__INFORMATION GIVEN__
━━━

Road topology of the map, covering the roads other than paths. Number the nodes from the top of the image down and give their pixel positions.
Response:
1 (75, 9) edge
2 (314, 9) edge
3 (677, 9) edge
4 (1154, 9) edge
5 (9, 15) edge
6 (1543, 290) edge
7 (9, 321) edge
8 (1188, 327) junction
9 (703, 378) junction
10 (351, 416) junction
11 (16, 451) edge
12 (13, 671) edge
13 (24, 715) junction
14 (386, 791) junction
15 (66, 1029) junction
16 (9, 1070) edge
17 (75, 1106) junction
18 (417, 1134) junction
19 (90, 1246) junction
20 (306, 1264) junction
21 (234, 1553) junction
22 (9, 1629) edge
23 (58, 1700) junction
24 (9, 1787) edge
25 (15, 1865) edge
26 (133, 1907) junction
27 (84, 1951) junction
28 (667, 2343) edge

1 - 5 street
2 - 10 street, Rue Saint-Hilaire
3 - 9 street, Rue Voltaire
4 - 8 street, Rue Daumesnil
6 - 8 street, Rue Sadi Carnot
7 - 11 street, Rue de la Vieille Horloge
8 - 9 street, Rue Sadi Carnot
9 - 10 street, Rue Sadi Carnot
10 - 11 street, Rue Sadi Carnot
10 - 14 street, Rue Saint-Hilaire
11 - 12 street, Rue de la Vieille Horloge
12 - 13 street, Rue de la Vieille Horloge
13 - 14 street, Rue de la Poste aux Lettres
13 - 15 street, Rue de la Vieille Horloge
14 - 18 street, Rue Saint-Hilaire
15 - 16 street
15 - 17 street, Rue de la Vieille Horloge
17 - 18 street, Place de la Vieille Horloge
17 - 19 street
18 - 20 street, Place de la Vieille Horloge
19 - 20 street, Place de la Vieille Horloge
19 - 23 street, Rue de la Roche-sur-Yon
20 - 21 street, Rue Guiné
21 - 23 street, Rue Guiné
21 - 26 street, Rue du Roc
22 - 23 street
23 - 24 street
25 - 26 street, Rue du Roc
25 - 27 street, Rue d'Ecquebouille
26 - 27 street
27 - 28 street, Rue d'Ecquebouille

━━━

__PROMPT__
From the records above, pick out and copy each line holding the word "Vieille".

__SOLUTION FOR THIS TASK__
7 - 11 street, Rue de la Vieille Horloge
11 - 12 street, Rue de la Vieille Horloge
12 - 13 street, Rue de la Vieille Horloge
13 - 15 street, Rue de la Vieille Horloge
15 - 17 street, Rue de la Vieille Horloge
17 - 18 street, Place de la Vieille Horloge
18 - 20 street, Place de la Vieille Horloge
19 - 20 street, Place de la Vieille Horloge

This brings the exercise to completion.